• [AIM OF THE EXERCISE] Work out how many lines of the entries have the word "Write" in them. Respond with that number only.

• [INPUT FOR THIS TASK]
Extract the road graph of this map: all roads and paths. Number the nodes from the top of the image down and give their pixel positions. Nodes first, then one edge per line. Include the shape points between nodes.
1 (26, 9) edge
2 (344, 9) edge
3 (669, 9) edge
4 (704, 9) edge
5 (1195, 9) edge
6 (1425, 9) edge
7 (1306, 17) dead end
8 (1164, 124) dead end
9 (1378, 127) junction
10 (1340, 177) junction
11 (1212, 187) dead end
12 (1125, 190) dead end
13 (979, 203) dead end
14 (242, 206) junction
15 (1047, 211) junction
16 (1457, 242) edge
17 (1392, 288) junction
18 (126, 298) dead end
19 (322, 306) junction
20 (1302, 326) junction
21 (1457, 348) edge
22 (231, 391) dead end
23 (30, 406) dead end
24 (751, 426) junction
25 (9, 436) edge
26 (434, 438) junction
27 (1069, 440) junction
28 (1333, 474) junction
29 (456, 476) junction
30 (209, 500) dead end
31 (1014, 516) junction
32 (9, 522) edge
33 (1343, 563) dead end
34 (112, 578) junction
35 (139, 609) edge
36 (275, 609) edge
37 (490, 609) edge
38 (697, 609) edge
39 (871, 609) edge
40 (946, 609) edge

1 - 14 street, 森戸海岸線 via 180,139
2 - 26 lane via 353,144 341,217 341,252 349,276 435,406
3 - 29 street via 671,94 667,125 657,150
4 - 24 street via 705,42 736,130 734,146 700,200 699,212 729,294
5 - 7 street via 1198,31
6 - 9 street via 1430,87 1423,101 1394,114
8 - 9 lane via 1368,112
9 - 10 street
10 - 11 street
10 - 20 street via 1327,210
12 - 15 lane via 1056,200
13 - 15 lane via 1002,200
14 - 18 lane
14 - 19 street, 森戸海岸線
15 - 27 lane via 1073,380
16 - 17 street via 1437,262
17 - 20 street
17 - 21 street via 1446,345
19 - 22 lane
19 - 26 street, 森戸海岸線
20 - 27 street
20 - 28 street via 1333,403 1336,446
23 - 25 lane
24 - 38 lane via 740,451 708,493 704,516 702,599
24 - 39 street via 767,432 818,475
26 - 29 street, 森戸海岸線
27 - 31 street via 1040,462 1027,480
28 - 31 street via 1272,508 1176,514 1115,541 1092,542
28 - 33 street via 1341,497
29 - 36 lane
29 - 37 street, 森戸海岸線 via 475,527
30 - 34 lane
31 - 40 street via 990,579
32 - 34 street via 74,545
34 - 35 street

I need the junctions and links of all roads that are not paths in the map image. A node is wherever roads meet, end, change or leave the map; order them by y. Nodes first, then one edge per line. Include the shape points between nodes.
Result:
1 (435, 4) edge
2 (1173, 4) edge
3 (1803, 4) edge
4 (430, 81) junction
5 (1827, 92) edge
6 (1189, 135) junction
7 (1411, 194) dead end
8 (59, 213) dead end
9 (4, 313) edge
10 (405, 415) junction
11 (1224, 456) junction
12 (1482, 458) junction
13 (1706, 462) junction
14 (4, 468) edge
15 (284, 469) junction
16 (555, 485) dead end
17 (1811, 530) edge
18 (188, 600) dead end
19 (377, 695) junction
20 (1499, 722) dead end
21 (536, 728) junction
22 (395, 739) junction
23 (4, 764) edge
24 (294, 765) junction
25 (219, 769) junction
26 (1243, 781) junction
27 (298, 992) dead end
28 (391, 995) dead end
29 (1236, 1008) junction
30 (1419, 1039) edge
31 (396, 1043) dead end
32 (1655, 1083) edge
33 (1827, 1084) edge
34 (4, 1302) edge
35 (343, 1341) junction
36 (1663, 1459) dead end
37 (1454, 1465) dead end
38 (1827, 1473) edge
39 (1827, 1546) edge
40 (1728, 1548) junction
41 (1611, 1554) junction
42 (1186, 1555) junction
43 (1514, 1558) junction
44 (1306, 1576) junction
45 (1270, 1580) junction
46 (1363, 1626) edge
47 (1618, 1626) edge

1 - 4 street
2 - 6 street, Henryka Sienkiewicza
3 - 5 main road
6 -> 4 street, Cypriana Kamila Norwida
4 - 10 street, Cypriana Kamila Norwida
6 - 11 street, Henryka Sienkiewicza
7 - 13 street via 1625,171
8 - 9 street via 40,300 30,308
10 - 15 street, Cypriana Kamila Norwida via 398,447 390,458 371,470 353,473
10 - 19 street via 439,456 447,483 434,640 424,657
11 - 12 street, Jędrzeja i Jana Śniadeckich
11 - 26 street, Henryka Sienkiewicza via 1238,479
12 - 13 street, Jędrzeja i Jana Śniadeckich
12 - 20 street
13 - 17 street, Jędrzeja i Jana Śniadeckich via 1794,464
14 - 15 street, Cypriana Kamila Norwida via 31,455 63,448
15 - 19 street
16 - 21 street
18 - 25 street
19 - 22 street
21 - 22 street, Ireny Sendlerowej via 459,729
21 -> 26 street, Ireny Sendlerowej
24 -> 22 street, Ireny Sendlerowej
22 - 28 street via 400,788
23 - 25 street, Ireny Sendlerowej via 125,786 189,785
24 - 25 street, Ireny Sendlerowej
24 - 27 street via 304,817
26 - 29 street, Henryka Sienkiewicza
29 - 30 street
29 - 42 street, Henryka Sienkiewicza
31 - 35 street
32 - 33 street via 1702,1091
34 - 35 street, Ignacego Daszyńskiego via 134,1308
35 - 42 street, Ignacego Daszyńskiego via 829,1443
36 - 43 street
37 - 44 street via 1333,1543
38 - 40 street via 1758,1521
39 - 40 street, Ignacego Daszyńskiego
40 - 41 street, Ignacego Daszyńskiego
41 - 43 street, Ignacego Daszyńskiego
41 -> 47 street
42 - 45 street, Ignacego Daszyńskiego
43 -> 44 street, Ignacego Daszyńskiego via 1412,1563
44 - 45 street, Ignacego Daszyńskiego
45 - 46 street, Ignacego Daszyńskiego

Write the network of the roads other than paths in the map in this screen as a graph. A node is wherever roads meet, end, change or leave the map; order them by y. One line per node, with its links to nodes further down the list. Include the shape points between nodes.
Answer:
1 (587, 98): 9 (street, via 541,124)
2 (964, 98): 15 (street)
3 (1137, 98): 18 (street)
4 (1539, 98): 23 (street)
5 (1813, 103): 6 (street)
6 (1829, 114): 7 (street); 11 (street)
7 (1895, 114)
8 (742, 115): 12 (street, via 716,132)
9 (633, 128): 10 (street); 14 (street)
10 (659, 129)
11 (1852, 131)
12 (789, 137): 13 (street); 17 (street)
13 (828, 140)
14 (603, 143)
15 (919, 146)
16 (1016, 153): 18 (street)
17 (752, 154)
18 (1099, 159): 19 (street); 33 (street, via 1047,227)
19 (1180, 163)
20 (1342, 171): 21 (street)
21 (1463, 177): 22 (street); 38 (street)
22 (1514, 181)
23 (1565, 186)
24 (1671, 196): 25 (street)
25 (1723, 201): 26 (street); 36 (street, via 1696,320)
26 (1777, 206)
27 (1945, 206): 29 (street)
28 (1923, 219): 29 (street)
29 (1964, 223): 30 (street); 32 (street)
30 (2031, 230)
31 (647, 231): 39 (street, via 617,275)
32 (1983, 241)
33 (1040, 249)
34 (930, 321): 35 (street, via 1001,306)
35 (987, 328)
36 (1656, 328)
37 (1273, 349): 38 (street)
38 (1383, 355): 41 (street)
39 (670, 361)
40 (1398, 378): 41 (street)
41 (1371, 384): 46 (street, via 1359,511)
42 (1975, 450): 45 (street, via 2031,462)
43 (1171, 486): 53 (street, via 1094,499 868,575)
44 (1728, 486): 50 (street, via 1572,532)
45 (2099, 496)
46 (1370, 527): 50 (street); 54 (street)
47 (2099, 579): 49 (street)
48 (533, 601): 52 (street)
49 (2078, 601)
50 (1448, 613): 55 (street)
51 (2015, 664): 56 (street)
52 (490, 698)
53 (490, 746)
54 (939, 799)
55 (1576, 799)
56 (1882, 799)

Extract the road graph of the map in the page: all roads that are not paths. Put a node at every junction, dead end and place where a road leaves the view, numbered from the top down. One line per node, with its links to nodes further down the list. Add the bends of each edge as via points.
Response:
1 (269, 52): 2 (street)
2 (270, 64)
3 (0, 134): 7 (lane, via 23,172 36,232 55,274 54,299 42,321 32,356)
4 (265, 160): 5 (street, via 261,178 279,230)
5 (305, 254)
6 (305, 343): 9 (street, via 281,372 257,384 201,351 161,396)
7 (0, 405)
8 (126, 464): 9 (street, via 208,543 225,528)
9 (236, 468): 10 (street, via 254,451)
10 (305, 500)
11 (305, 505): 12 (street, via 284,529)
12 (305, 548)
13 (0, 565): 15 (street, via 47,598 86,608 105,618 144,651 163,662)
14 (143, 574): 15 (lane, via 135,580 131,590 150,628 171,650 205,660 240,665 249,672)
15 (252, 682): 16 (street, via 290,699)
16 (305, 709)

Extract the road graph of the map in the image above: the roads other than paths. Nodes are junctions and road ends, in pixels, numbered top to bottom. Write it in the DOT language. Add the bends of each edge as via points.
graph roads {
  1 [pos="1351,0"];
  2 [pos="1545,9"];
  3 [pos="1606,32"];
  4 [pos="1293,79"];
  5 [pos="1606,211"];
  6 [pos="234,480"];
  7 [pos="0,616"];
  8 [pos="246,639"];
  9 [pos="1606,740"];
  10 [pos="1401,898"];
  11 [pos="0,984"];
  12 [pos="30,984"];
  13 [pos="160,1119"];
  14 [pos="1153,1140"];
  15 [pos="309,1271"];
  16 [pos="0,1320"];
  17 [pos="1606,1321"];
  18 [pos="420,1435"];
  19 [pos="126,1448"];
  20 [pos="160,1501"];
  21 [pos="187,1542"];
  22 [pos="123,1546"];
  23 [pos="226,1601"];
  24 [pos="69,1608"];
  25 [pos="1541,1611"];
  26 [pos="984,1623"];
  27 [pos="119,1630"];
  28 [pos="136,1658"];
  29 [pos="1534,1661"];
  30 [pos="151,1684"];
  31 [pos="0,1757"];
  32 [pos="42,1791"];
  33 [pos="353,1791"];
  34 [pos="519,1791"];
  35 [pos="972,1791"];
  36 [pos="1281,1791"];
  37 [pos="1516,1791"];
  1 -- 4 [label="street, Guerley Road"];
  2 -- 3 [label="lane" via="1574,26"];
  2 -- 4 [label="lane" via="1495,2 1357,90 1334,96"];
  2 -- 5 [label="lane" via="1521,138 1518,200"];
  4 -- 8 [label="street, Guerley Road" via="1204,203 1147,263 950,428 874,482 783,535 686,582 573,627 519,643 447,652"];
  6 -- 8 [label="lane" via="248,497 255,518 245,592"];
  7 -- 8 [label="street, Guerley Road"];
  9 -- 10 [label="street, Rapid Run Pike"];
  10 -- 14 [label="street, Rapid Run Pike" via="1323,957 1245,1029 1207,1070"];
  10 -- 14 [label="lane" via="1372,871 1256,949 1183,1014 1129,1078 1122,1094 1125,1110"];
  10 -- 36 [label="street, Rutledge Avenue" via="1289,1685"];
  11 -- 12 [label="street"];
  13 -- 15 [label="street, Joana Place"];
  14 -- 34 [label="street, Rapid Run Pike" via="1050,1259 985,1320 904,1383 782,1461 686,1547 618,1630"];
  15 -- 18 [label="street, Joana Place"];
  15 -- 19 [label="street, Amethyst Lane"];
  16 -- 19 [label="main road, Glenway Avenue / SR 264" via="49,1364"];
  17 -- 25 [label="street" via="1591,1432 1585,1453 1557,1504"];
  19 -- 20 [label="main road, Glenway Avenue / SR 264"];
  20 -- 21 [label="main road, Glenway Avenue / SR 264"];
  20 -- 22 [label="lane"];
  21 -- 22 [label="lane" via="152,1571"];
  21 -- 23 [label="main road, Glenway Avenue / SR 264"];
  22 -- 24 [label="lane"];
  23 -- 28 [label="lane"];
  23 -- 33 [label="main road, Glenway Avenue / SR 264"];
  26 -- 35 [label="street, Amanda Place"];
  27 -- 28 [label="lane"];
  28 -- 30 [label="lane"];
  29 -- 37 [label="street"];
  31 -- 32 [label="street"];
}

• [REPLY] 2